Текст книги "Иностранная литература №12/2011"
Автор книги: Литературно-художественный журнал
Жанр: Журналы, Периодические издания
Возрастные ограничения: +16
сообщить о неприемлемом содержимом
Текущая страница: 5 (всего у книги 23 страниц) [доступный отрывок для чтения: 6 страниц]
По неосвещенной лестнице со стершимися ступенями они поднялись в кривой и темный коридор, в который выходило три двери. Из-под двух из них пробивался свет, и доносились храп и сонное бормотание. Хозяин открыл третью дверь и, подняв вверх керосиновую лампу, оглядел комнату, не переступая порога. Он удалился с такой поспешностью, что даже не заметил монету, протянутую ему доном Палмиро.
В комнате был глинобитный пол и стояли только узкая кровать, тумбочка с подсвечником голубого цвета и плетеный стул. Дон Палмиро услышал, как ветер стучит в окно, и с беспокойством подумал о том, что мул проведет ночь на улице, привязанный к решетке. Потом снял брюки и куртку и аккуратно повесил их на стул. В темноте, уже лежа в кровати, он услышал где-то под боком равномерные, повторяющиеся и словно бы осторожные постукивания, “вот так: тук, тук, тук”, – показал он, тихонько постучав костяшками пальцев по мраморной столешнице. “Крысы или тараканы”, – решил он и, закрыв глаза, поглубже зарылся под одеяло, но, услышав шум, похожий на шелест одежды, понял, что не заснет, и зажег свечу.

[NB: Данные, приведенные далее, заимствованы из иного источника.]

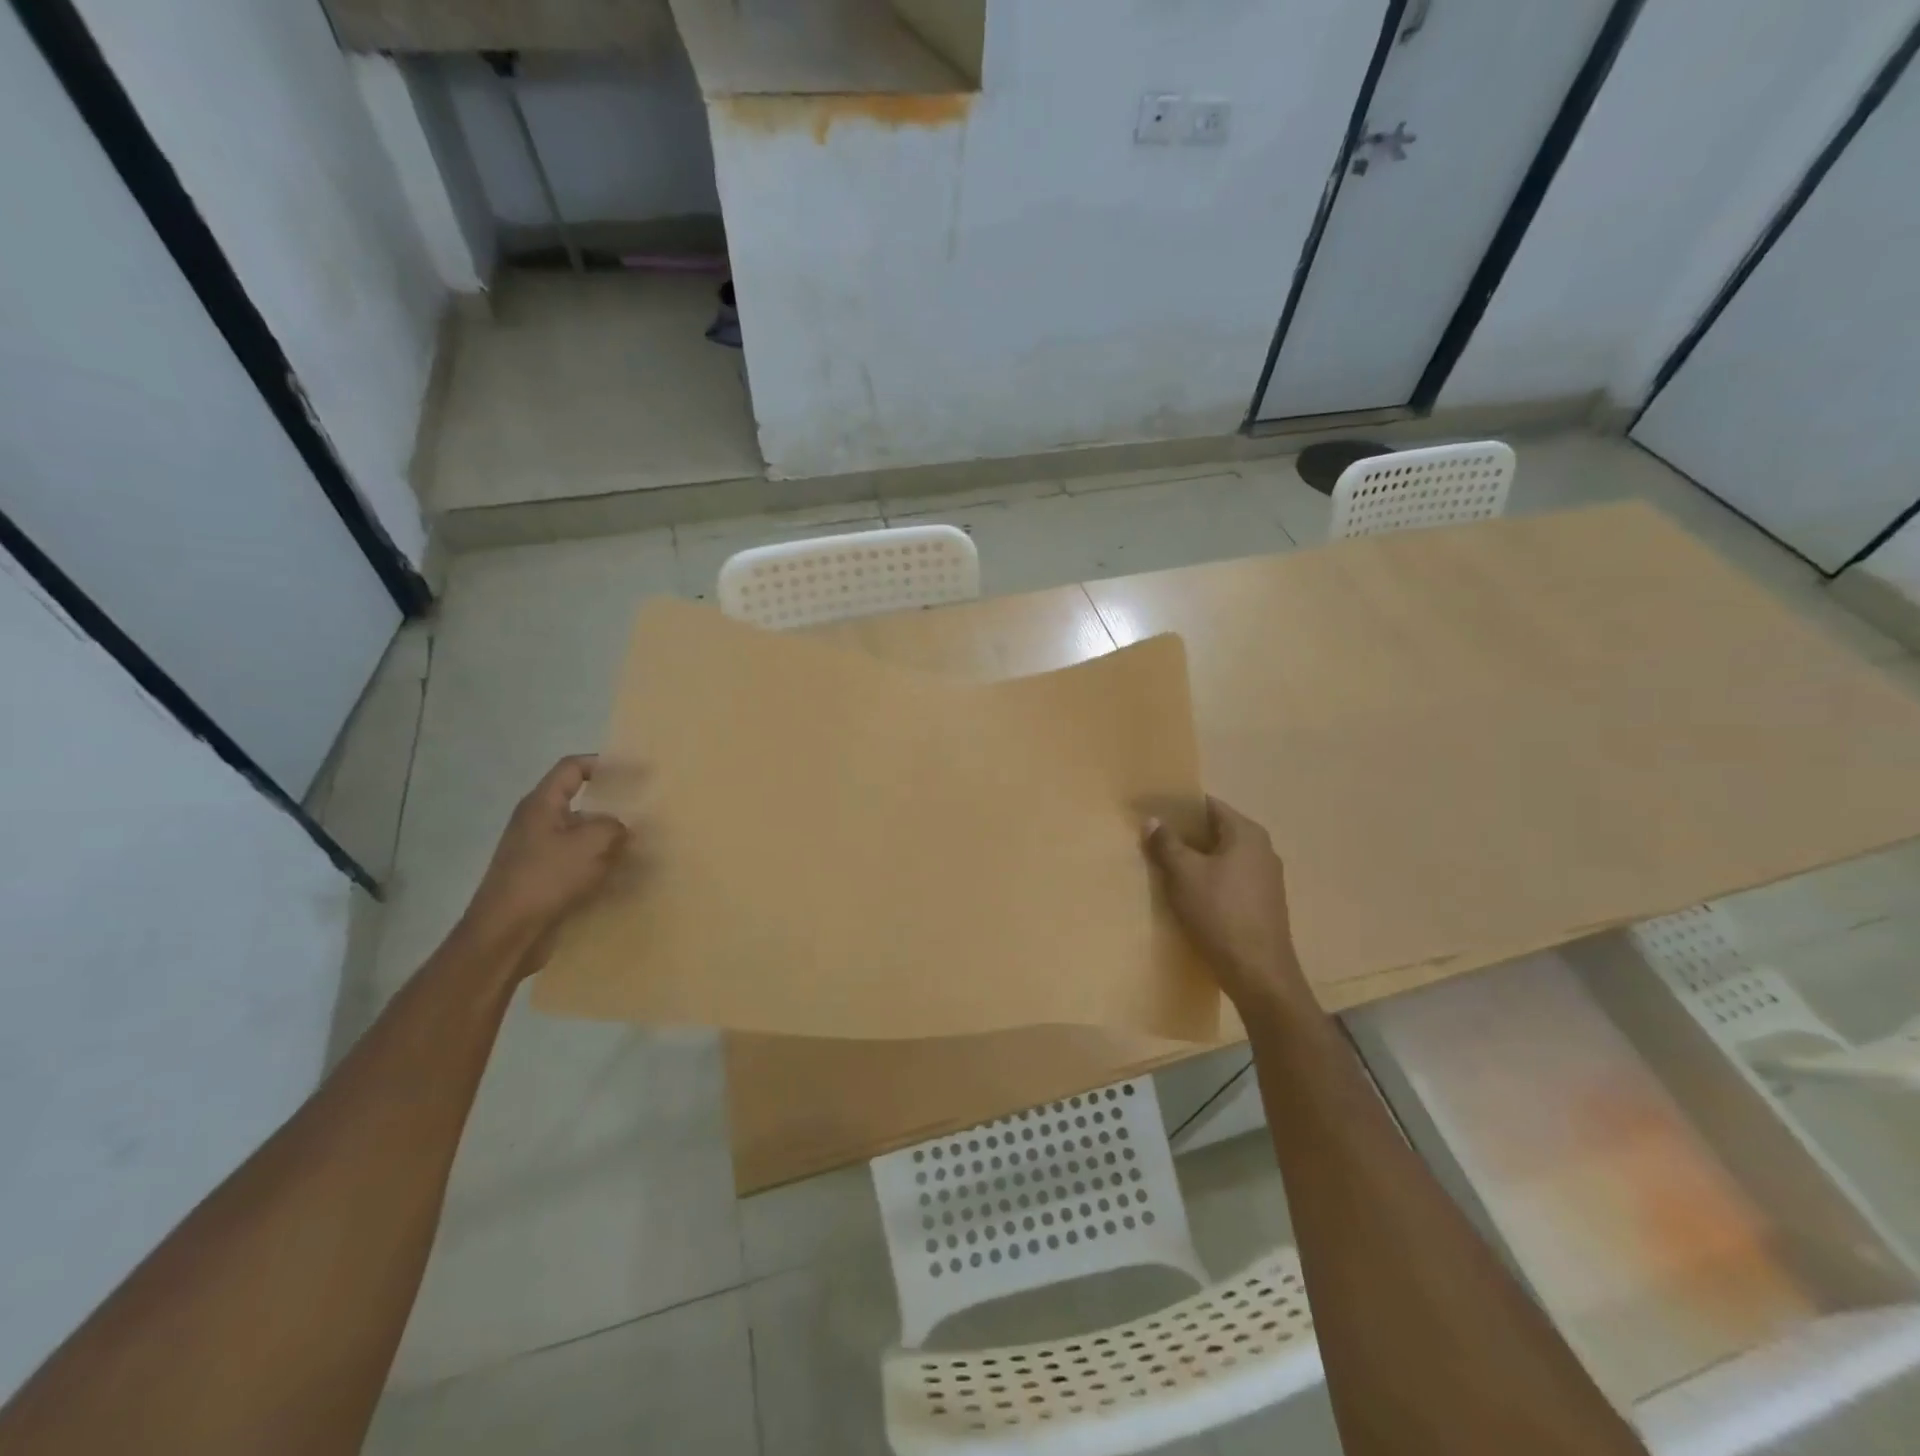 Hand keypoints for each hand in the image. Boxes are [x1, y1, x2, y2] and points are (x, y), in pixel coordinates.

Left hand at [457, 755, 632, 971]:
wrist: (506, 934)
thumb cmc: (547, 878)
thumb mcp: (592, 843)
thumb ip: (615, 827)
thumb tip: (621, 830)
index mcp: (542, 805)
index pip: (573, 768)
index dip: (605, 764)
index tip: (639, 773)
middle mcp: (538, 824)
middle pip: (581, 804)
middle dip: (614, 809)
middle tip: (646, 813)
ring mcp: (538, 854)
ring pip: (583, 837)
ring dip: (611, 841)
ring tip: (643, 849)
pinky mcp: (544, 882)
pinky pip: (580, 865)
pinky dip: (601, 868)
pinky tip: (624, 879)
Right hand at [1143, 797, 1316, 1017]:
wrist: (1258, 972)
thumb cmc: (1219, 913)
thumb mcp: (1184, 874)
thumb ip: (1166, 843)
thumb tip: (1153, 820)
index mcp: (1247, 833)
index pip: (1209, 805)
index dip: (1180, 807)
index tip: (1154, 812)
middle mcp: (1262, 849)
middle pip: (1217, 830)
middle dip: (1185, 834)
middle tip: (1153, 839)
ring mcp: (1267, 878)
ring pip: (1223, 857)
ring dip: (1196, 859)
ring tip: (1166, 866)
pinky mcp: (1264, 903)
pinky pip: (1231, 879)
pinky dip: (1210, 879)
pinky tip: (1189, 893) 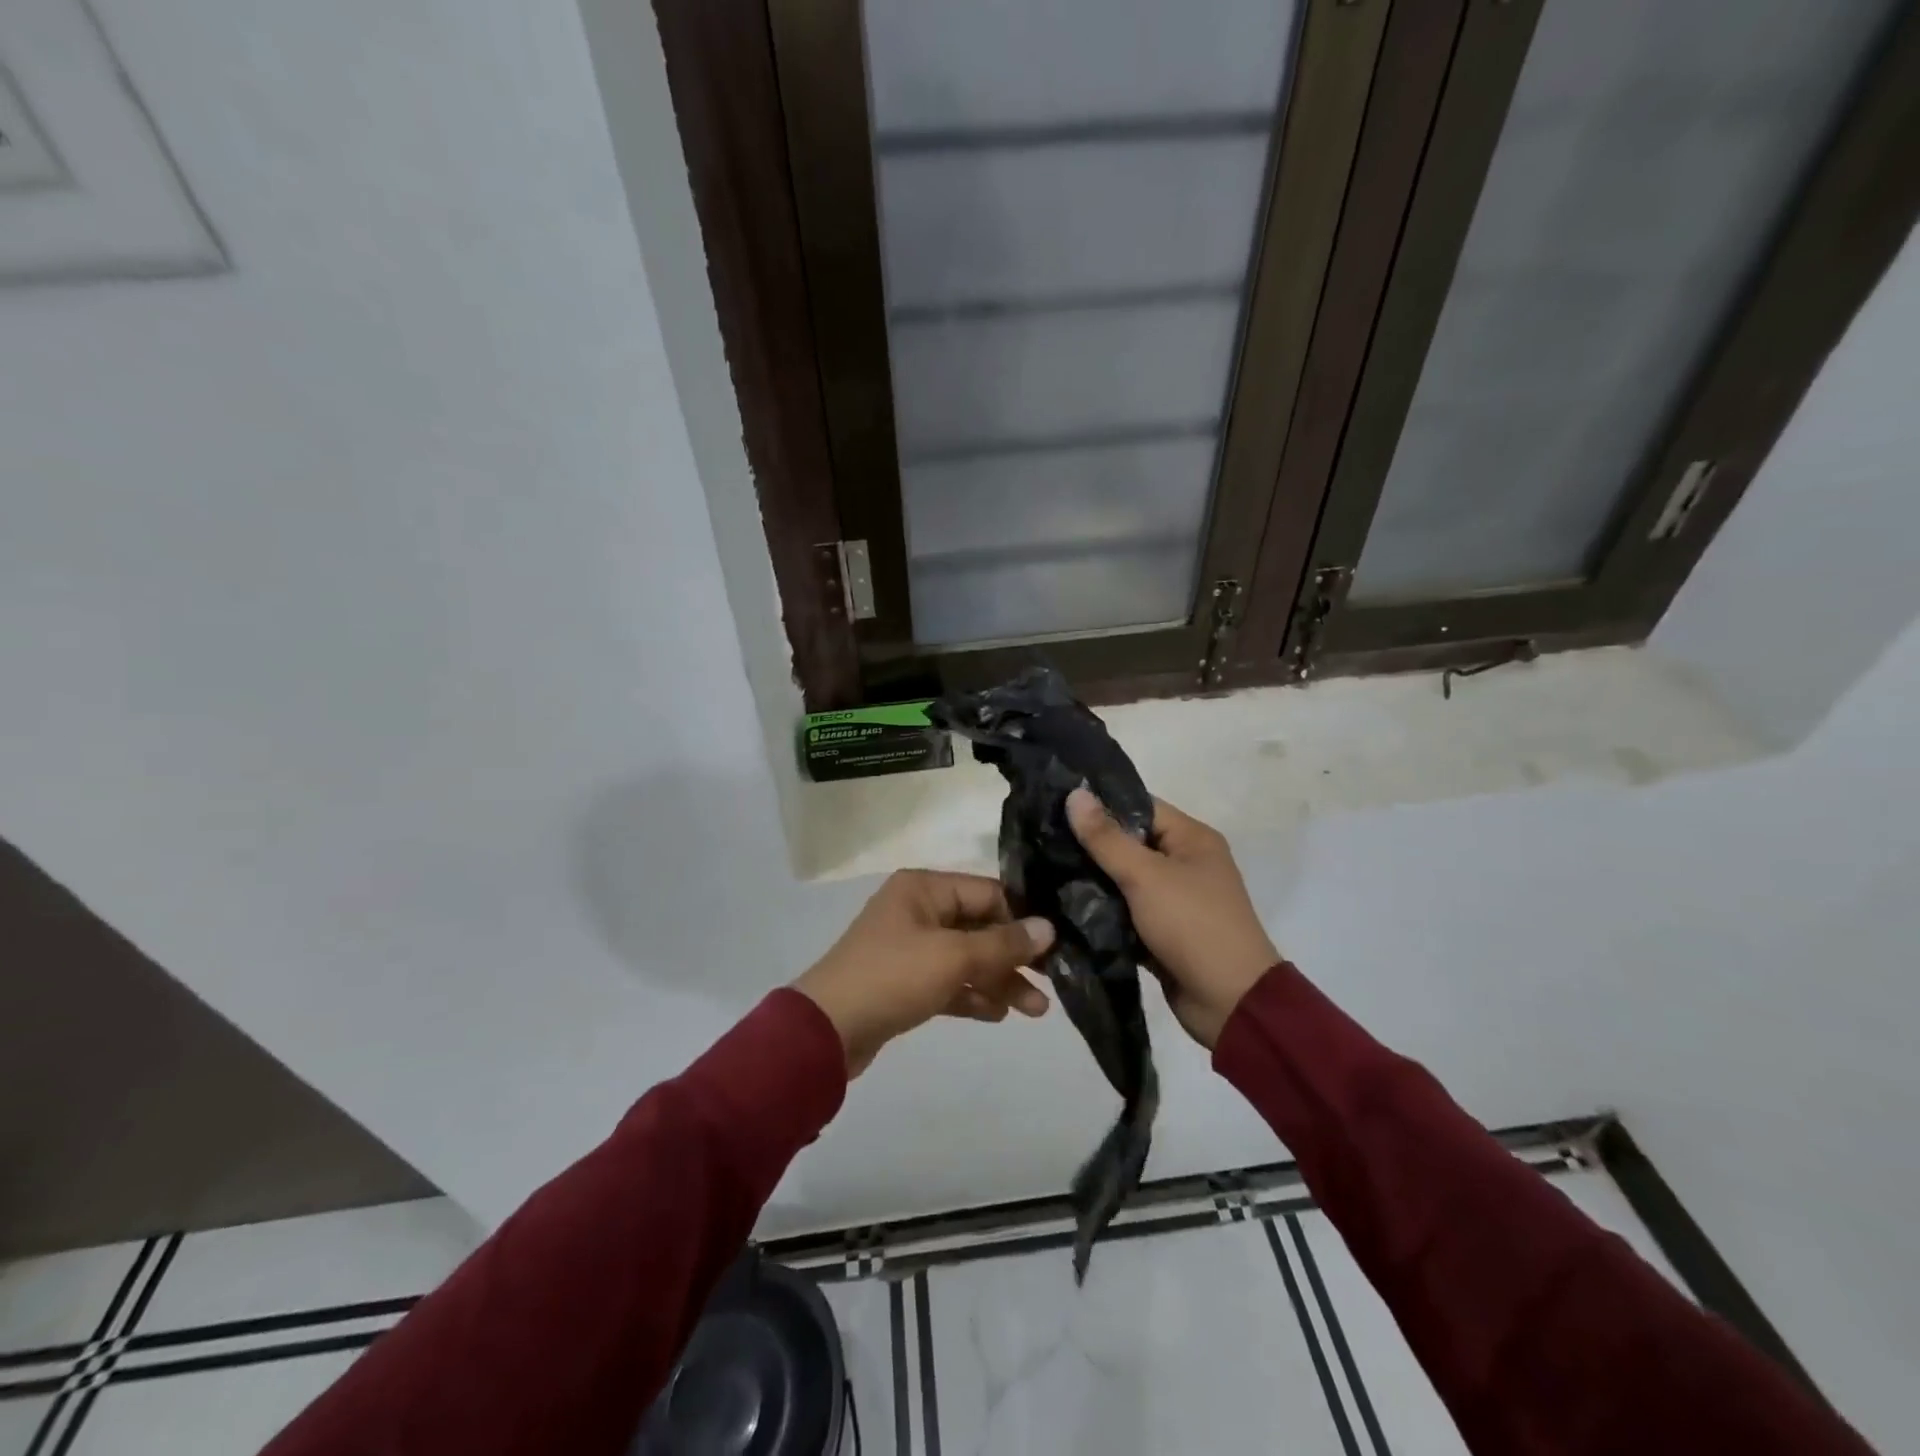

– Хотя я смертельно устал, сон мой улетучился, – сказал дон Палмиро. – Тогда, чтобы не терять времени понапрасну, я вытащил гроссбух и решил проверить кое-какие расчеты. В этот момент я увидел, что мои брюки валяются на полу. Я встал и подобрал их, потому что это были мои единственные брюки и я берег их как зеницу ока. Не успел я снова лечь, как опять услышал те же постукивания, которые уже начали мне надоедать. Они исходили не от двери, а откуда-то совсем рядом со мной, словно кто-то на первом этаже стучал палкой в потолок. Я подумал: “Коли этому уголовнику хозяину вздумалось попугать меня, то он напрасно старается”, – и, вновь закутавшись в одеяло, погрузился в усердное изучение секретов двойной бухгалтерии. И тут же – опять постукивания, словно вода капает из крана, “вот так: тук, тук”. Взгляд мой упал на стул, и я увидел, что мои брюки начали потихоньку соскальзывать, словно к ним привязали нитку и тянули за нее. Мне не потребовалось много времени, чтобы заметить, что стул покачивается. Неужели землетрясение, как тогда, в Вальпараисо? Но нет, двигался только стул, кровать и подсвечник оставались на месте. Тогда я обратил внимание на ножки: одна из них слегка приподнималась и опускалась – вот откуда были звуки. Потом немного приподнялись обе ножки с левого боку, и моя куртка, которая висела на спинке, начала соскальзывать; потом стул отклонился в другую сторону, и брюки вместе с курткой свалились на пол. Стул где-то с минуту стоял спокойно. А потом опять закачался, вначале очень медленно, казалось, вот-вот упадет, но нет, не опрокинулся; когда же я встал, он начал отодвигаться от меня, слегка подпрыгивая, как человек, у которого не гнется нога, и, достигнув противоположного края комнаты, остановился напротив меня, словно бы чего-то выжидая, при этом одна ножка стукнула три раза – тук, тук, тук, – и стул замер.
– И что же вы предприняли, дон Палмиро? – спросил Кесада.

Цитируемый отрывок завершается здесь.